Last summer when me and the Naughty N woke up the sleepy village of Yorkshire, we ran out of bread and milk two days running. On day one we crept sweetly up to the local in pub and asked, “Will you sell us bread? We have run out.”
“I can do you two slices for a quid,” the disinterested barman replied.
I raised my eyebrow at Naughty, then turned back to Bar Man. “Is it nice, thick farmhouse home baked bread for that price?”
“Nope. It’s Hovis Best of Both.”
“And you want to charge us a whole pound for two slices?” blurted Naughty N, destroying our whole sweet facade. “That’s ridiculous man!”
“Sorry,” he shrugged and we ushered the Von Trapp children out whilst muttering.
The next day we returned with the bare footed Von Trapps and said to Bar Man (who was beginning to understand what he was being faced with now). “Sorry to bother you, but can we by some milk?” p>
“Why Can’t You Just Go To The Shop?”
“There isn’t a shop,” I pointed out to this young man who obviously thought we were either A Bit Stupid or A Bit Mad (why else would he be talking to us in capital letters?)
At that point Naughty N took over and explained very clearly whilst gesturing with her hands, “The only shop here is a sweet shop. And we need milk for pancakes. Look at these children. All they’ve done all day is argued and play Wii. They are famished. They need pancakes.”
“Sorry, we don’t sell cartons of milk,” he replied. “Try the pub down the road.” And we ushered the Von Trapp children out whilst muttering.

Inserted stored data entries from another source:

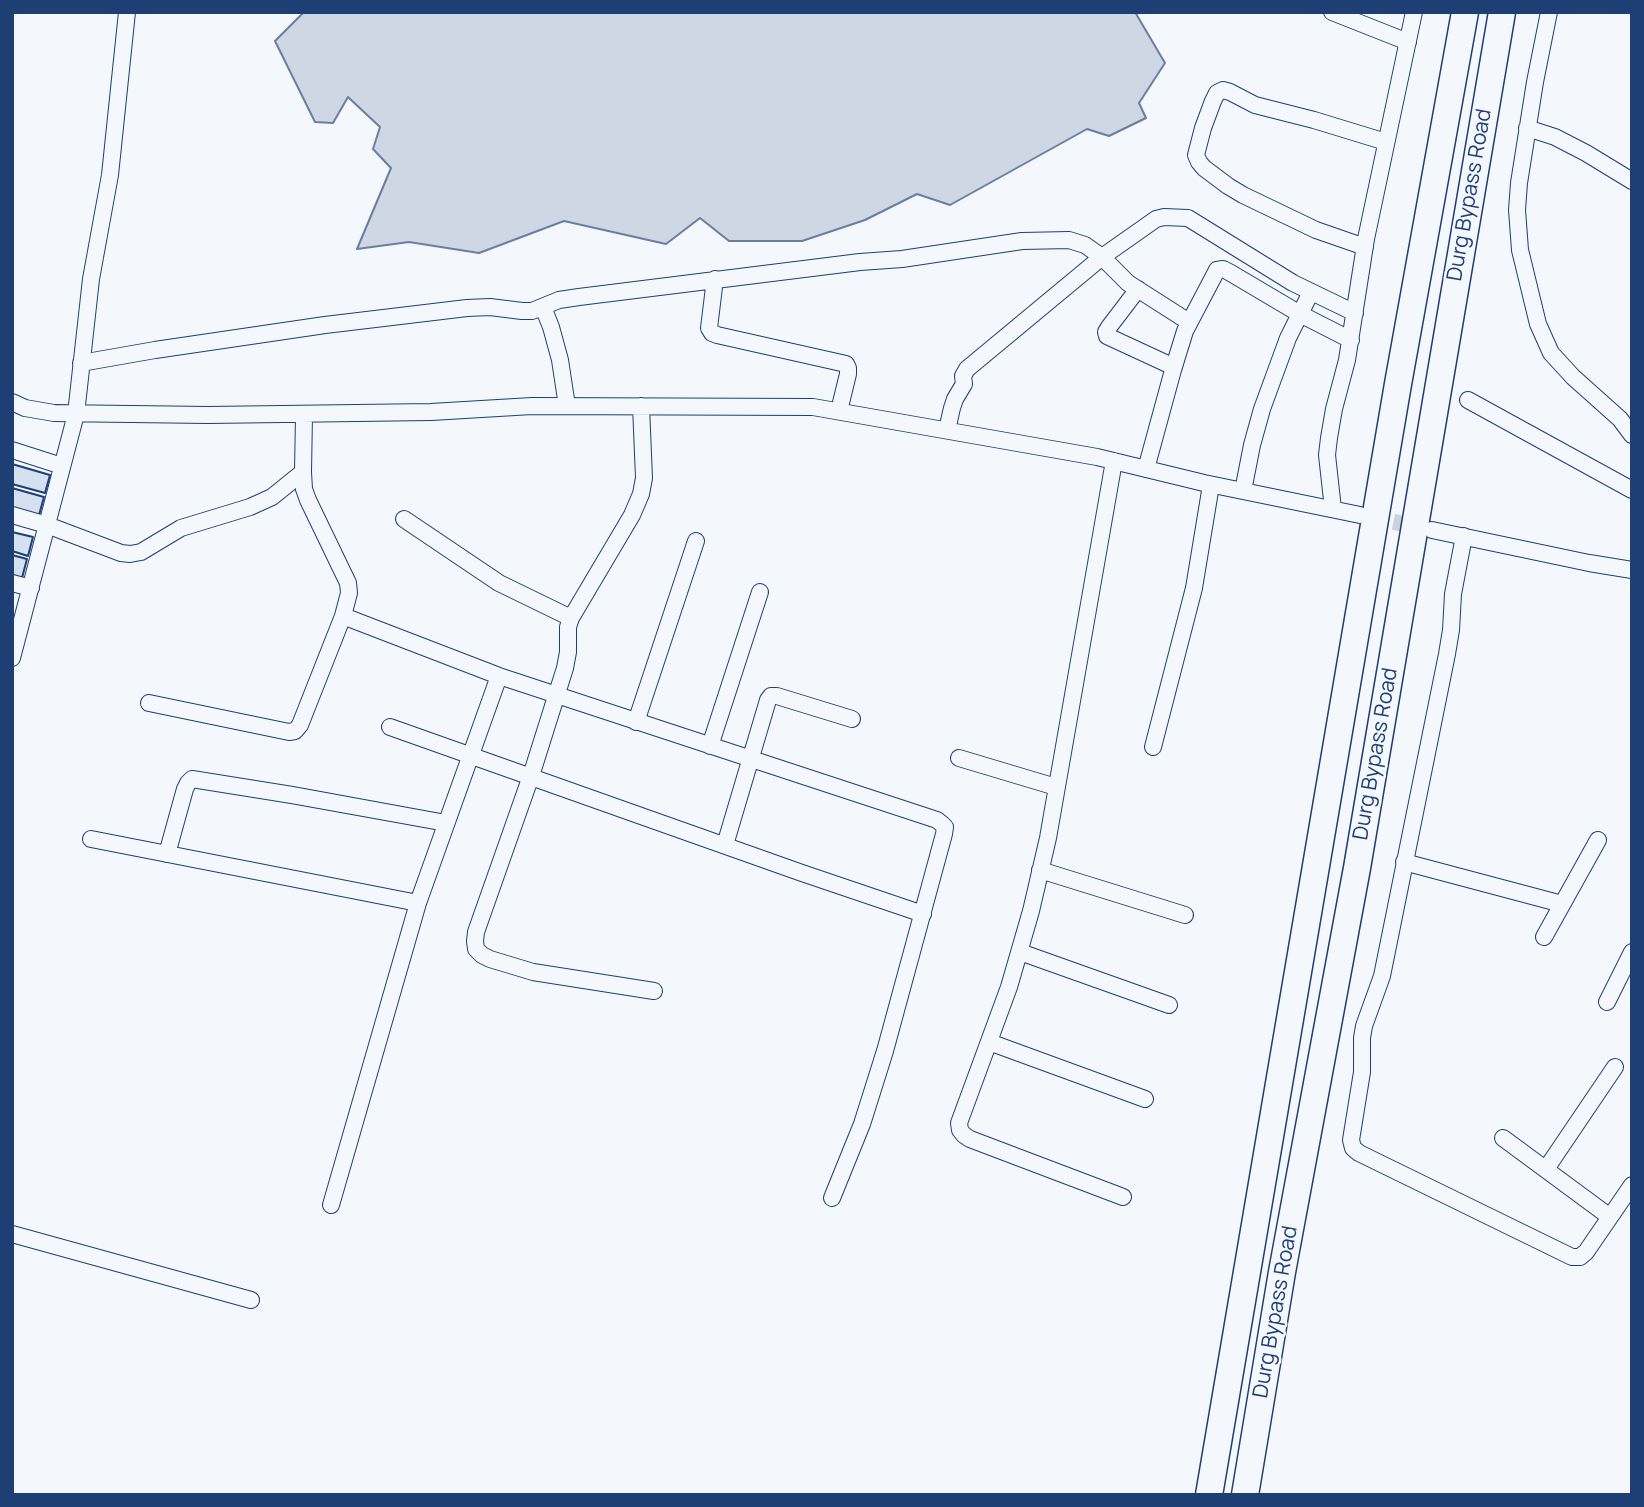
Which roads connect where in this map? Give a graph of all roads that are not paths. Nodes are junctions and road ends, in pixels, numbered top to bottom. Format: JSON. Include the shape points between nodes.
{"nodes":[{"id":1,"x":127,"y":12,"type":"edge"},
{"id":2,"x":1332,"y":12,"type":"edge"},
{"id":3,"x":1414,"y":12,"type":"edge"},
{"id":4,"x":1465,"y":12,"type":"edge"},
{"id":5,"x":1502,"y":12,"type":"edge"},
{"id":6,"x":1549,"y":12,"type":"edge"},
{"id":7,"x":1408,"y":42,"type":"junction"},
{"id":8,"x":1527,"y":128,"type":"junction"},
{"id":9,"x":1386,"y":142,"type":"junction"},
{"id":10,"x":1632,"y":181,"type":"edge"},
{"id":11,"x":1365,"y":247,"type":"junction"},
{"id":12,"x":1108,"y":263,"type":"junction"},
{"id":13,"x":715,"y":279,"type":"junction"},
{"id":14,"x":1138,"y":289,"type":"junction"},
{"id":15,"x":1311,"y":292,"type":"junction"},
{"id":16,"x":543,"y":307,"type":"junction"},
{"id":17,"x":1356,"y":313,"type":"junction"},
{"id":18,"x":1300,"y":314,"type":"junction"},
{"id":19,"x":1189,"y":322,"type":"junction"},
{"id":20,"x":1351,"y":340,"type":"junction"},
{"id":21,"x":81,"y":363,"type":"junction"},
{"id":22,"x":1174,"y":367,"type":"junction"},
{"id":23,"x":1468,"y":400,"type":"dead end"},
{"id":24,"x":12,"y":402,"type":"edge"},
{"id":25,"x":567,"y":406,"type":"junction"},
{"id":26,"x":641,"y":406,"type":"junction"},
{"id":27,"x":839,"y":411,"type":"junction"},
{"id":28,"x":76,"y":414,"type":"junction"},
{"id":29,"x":304,"y":415,"type":"junction"},
{"id":30,"x":947,"y":430,"type":"junction"},
{"id":31,"x":1632,"y":435,"type":"edge"},
{"id":32,"x":12,"y":450,"type":"edge"},
{"id":33,"x":1114,"y":461,"type":"junction"},
{"id":34,"x":62,"y":466,"type":"junction"},
{"id":35,"x":1146,"y":469,"type":"junction"},
{"id":36,"x":303,"y":471,"type":"junction"},
{"id":37,"x":1211,"y":485,"type":"junction"},
{"id":38,"x":1632,"y":490,"type":"edge"},
{"id":39,"x":1243,"y":491,"type":"junction"},
{"id":40,"x":1333,"y":509,"type":"junction"},
{"id":41,"x":12,"y":515,"type":"edge"},
{"id":42,"x":1360,"y":515,"type":"tunnel mouth"},
{"id":43,"x":404,"y":519,"type":"dead end"},
{"id":44,"x":47,"y":525,"type":"junction"},
{"id":45,"x":1432,"y":530,"type":"tunnel mouth"},
{"id":46,"x":1464,"y":536,"type":"junction"},
{"id":47,"x":696,"y":541,"type":"dead end"},
{"id":48,"x":1632,"y":569,"type":"edge"},
{"id":49,"x":12,"y":583,"type":"edge"},
{"id":50,"x":31,"y":588,"type":"junction"},
{"id":51,"x":760,"y":592,"type":"dead end"},
{"id":52,"x":343,"y":616,"type":"junction"},
{"id":53,"x":571,"y":618,"type":"junction"},
{"id":54,"x":13,"y":650,"type":"edge"},
{"id":55,"x":499,"y":676,"type":"junction"},
{"id":56,"x":557,"y":695,"type":"junction"},
{"id":57,"x":149,"y":703,"type":"dead end"},
{"id":58,"x":852,"y":719,"type":"dead end"},
{"id":59,"x":636,"y":722,"type":"junction"},
{"id":60,"x":390,"y":727,"type":"dead end"},
{"id":61,"x":710,"y":746,"type":"junction"},
{"id":62,"x":1153,"y":747,"type":"dead end"},
{"id":63,"x":471,"y":755,"type":"junction"},
{"id":64,"x":959,"y":758,"type":"dead end"},
{"id":65,"x":749,"y":760,"type":"junction"},
{"id":66,"x":531,"y":776,"type":"junction"},
{"id":67,"x":1056,"y":787,"type":"junction"},
{"id":68,"x":446,"y":823,"type":"junction"},
{"id":69,"x":92,"y":839,"type":"dead end"},
{"id":70,"x":1598,"y":840,"type":"dead end"},
{"id":71,"x":725,"y":845,"type":"junction"},
{"id":72,"x":167,"y":854,"type":"junction"},
{"id":73,"x":1404,"y":862,"type":"junction"},
{"id":74,"x":1040,"y":870,"type":"junction"},
{"id":75,"x":418,"y":903,"type":"junction"},
{"id":76,"x":1562,"y":904,"type":"junction"},
{"id":77,"x":923,"y":914,"type":"junction"},
{"id":78,"x":1185,"y":915,"type":"dead end"},
{"id":79,"x":1544,"y":937,"type":"dead end"},
{"id":80,"x":1020,"y":952,"type":"junction"},
{"id":81,"x":1632,"y":952,"type":"edge"},
{"id":82,"x":654,"y":991,"type":"dead end"},
{"id":83,"x":1607,"y":1002,"type":"dead end"},
{"id":84,"x":1169,"y":1005,"type":"dead end"},
{"id":85,"x":989,"y":1042,"type":"junction"},
{"id":86,"x":1615,"y":1067,"type":"dead end"},
{"id":87,"x":1145,"y":1100,"type":"dead end"},
{"id":88,"x":1503,"y":1138,"type":"dead end"},
{"id":89,"x":1546,"y":1170,"type":"junction"},
{"id":90,"x":1632,"y":1185,"type":"edge"},
{"id":91,"x":1123,"y":1196,"type":"dead end"},
{"id":92,"x":832,"y":1198,"type":"dead end"},
{"id":93,"x":331,"y":1205,"type":"dead end"},
{"id":94,"x":1610,"y":1217,"type":"junction"},
{"id":95,"x":12,"y":1234,"type":"edge"},
{"id":96,"x":251,"y":1300,"type":"dead end"},
{"id":97,"x":1209,"y":1495,"type":"edge"},
{"id":98,"x":1245,"y":1495,"type":"edge"}],
"edges":[{"from":1,"to":21,"type":"street","via":[[110,175]]},
{"from":2,"to":7,"type":"street"},
{"from":3,"to":7,"type":"street"},
{"from":4,"to":97,"type":"highway","name":"Durg Bypass Road"},
{"from":5,"to":98,"type":"highway","name":"Durg Bypass Road"},
{"from":6,"to":8,"type":"street"},
{"from":7,"to":9,"type":"street"},
{"from":8,"to":10,"type":"street","via":[[1555,137]]},
{"from":8,"to":31,"type":"street","via":[[1517,209],[1520,250],[1538,324],[1551,353]]},
{"from":9,"to":11,"type":"street"},
{"from":9,"to":11,"type":"street","via":[[1255,105],[1223,90],[1213,101],[1196,155],[1204,168],[1243,195],[1316,230]]},
{"from":11,"to":17,"type":"street"},
{"from":12,"to":13,"type":"street","via":[[1085,245],[1069,240],[1022,241],[902,260]]},
{"from":12,"to":14,"type":"street"},
{"from":12,"to":15,"type":"street","via":[[1156,219],[1188,218]]},
{"from":12,"to":30,"type":"street","via":[[964,372]]},
{"from":13,"to":16,"type":"street","via":[[559,300]]},
{"from":13,"to":27,"type":"street","via":[[712,333],[846,364]]},
{"from":14,"to":19,"type":"street"},
{"from":14,"to":22,"type":"street","via":[[1107,336]]},
{"from":15,"to":17,"type":"street"},
{"from":15,"to":18,"type":"street"},
{"from":16,"to":21,"type":"street","via":[[532,311],[467,308]]},
{"from":16,"to":25,"type":"street","via":[[561,360]]},
{"from":17,"to":20,"type":"street"},
{"from":18,"to":19,"type":"street","via":[[1223,269],[1214,274]]},
{"from":18,"to":20,"type":"street"},
{"from":18,"to":39,"type":"street","via":[[1262,410]]},
{"from":19,"to":22,"type":"street"},
{"from":20,"to":40,"type":"street","via":[[1327,455]]},
{"from":21,"to":28,"type":"street"},
{"from":22,"to":35,"type":"street"},
{"from":23,"to":38,"type":"street"},
{"from":24,"to":28,"type":"street","via":[[25,408]]},
{"from":25,"to":26,"type":"street"},
{"from":25,"to":29,"type":"street"},
{"from":26,"to":27,"type":"street"},
{"from":26,"to":53,"type":"street","via":[[641,494]]},
{"from":27,"to":30,"type":"street"},
{"from":28,"to":29,"type":"street"},
{"from":28,"to":34,"type":"street"},
{"from":29,"to":36,"type":"street"},
{"from":30,"to":33,"type":"street"},
{"from":32,"to":34,"type":"street"},
{"from":33,"to":35,"type":"street"},
{"from":33,"to":67,"type":"street"},
{"from":34,"to":44,"type":"street"},
{"from":35,"to":37,"type":"street"},
{"from":36,"to":44,"type":"street","via":[[272,497],[181,528],[141,552],[121,553]]},
{"from":36,"to":52,"type":"street","via":[[308,499],[348,583]]},
{"from":37,"to":39,"type":"street"},
{"from":37,"to":62,"type":"street","via":[[1194,588]]},
{"from":39,"to":40,"type":"street"},
{"from":40,"to":42,"type":"street"},
{"from":41,"to":44,"type":"street"},
{"from":43,"to":53,"type":"street","via":[[499,583]]},
{"from":44,"to":50,"type":"street"},
{"from":45,"to":46,"type":"street"},
{"from":46,"to":48,"type":"street"},
{"from":46,"to":73,"type":"street","via":[[1447,654]]},
{"from":47,"to":59,"type":"street"},
{"from":49,"to":50,"type":"street"},
{"from":50,"to":54,"type":"street"},
{"from":51,"to":61,"type":"street"},
{"from":52,"to":55,"type":"street"},
{"from":52,"to":57,"type":"street","via":[[295,731]]},
{"from":53,"to":56,"type":"street"},
{"from":55,"to":56,"type":"street"},
{"from":55,"to":63,"type":"street"},
{"from":56,"to":59,"type":"street"},
{"from":56,"to":66,"type":"street"},
{"from":58,"to":65,"type":"street","via":[[771,696]]},
{"from":59,"to":61,"type":"street"},
{"from":60,"to":63,"type":"street"},
{"from":61,"to":65,"type":"street"},
{"from":63,"to":66,"type":"street"},
{"from":63,"to":68,"type":"street"},
{"from":64,"to":67,"type":"street"},
{"from":65,"to":71,"type":"street"},
{"from":65,"to":77,"type":"street","via":[[942,824],[944,834]]},
{"from":66,"to":71,"type":"street"},
{"from":66,"to":82,"type":"street","via":[[476,932],[476,949],[490,959],[533,972]]},
{"from":67,"to":74,"type":"street"},
{"from":68,"to":72,"type":"street","via":[[192,779]]},
{"from":68,"to":75,"type":"street"},
{"from":69,"to":72,"type":"street"},
{"from":70,"to":76,"type":"street"},
{"from":71,"to":77,"type":"street"},
{"from":72,"to":75,"type":"street"},
{"from":73,"to":76,"type":"street"},
{"from":73,"to":94,"type":"street","via":[[1382,976],[1364,1026],[1353,1148],[1572,1257],[1587,1252]]},
{"from":74,"to":78,"type":"street"},
{"from":74,"to":80,"type":"street"},
{"from":75,"to":93,"type":"street"},
{"from":76,"to":79,"type":"street"},
{"from":77,"to":92,"type":"street","via":[[862,1124]]},
{"from":80,"to":84,"type":"street"},
{"from":80,"to":85,"type":"street"},
{"from":81,"to":83,"type":"street"},
{"from":85,"to":87,"type":"street"},
{"from":85,"to":91,"type":"street","via":[[960,1115],[958,1123],[964,1135]]},
{"from":86,"to":89,"type":"street"},
{"from":88,"to":89,"type":"street"},
{"from":89,"to":94,"type":"street"},
{"from":90,"to":94,"type":"street"},
{"from":95,"to":96,"type":"street"}]}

Again.
On the third day we decided to go shopping and we bought loads of eggs, milk, bread and everything. Also, that evening Naughty N’s husband and The Lovely Ed were coming down from Scotland with a pickup truck full of seafood, so we purchased many a complimentary item to go with lobster. That evening, after their welcome arrival, the food preparations were all under way.
“Can’t find the olive oil,” said the Lovely Ed. “You did buy some didn’t you?”
Naughty N clenched her teeth and looked at me. “We forgot the olive oil.”
“Well, we need olive oil. Can you go to the shop?”
Thump, thump, de-dunk (sound of hearts dropping).
“There isn’t a shop,” whispered Naughty N. She started to gnaw her thumb nail, then burst out laughing like a hysterical mad woman and cried, “There isn’t a shop Lovely Eddie! There isn’t one!… Is there Bethan? There IS NO SHOP!”
Five minutes later we were putting on our wellington boots and I trudged and Naughty N marched ahead to the pub. This time we had no Von Trapp children to look angelic. There was a feeling in the air of having “over asked our welcome”.
“This is utterly ridiculous!” Naughty N declared as we approached the door. “He’s never going to give us olive oil if he can’t give us bread or milk.”
Sensing her increasing despair, I took a deep breath and paused, hand on door knob and looked at Naughty N in the same way that Scarlett O-Hara probably gazed at Red in Gone With The Wind. “Sweetie, there is always A Chance.”
Naughty looked back at me. There was a moment … a dramatic pause. She nodded, determination suddenly flooding her once again. “Yes. You are right. There is always a chance.”
The man at the bar folded his arms as we approached. “What can I get for you?” he asked thinly.
“We would like to buy some olive oil please,” Naughty N said and she slammed down her wallet on the bar in a determined, I’m not taking no for an answer sort of way. I watched with interest as the barman’s face morphed into a “what the f**k is wrong with you people” and then de-morphed into a look of absolute euphoric bliss.
“Well you are in luck,” he said. He proceeded to lead us through the bar to a tall vending machine that sold, not cigarettes, not flavoured condoms, not even emergency tampons … but olive oil. We were so flabbergasted we almost bought the barman a drink to celebrate… But didn’t – HA! Then we ran home, delighted, with not one but TWO bottles of olive oil just to prove it was all a true story.
The moral of this tale? If you ask, you sometimes won’t get but you sometimes will. If you keep asking, eventually you’ll end up with something that you randomly didn’t expect. But all in all, the way forward is to ask. So grown up one … you were wrong.
PS. I was all inspired to write this post because of the next step I’m taking to bring GYOG to the world. I am currently compiling a list of great, wonderful and powerful women and men to present Gorgeousness to. Out of 78 candidates, the list is being whittled down to 33 and I’m now in a process of asking various P.A.s, receptionists, secretaries and managers for the details of these people. The amazing this is that so far, every single person I’ve asked for help has said YES (detail you shall have) .
PPs. There is something wrong with my computer so I can’t upload any of the lovely pictures I have prepared for this post. This means that until the computer starts to behave, you will just have to see all the pictures in your head. I hope this works ok for you. Also, the “u” is being very sticky, so if some “u”s are missing you know why.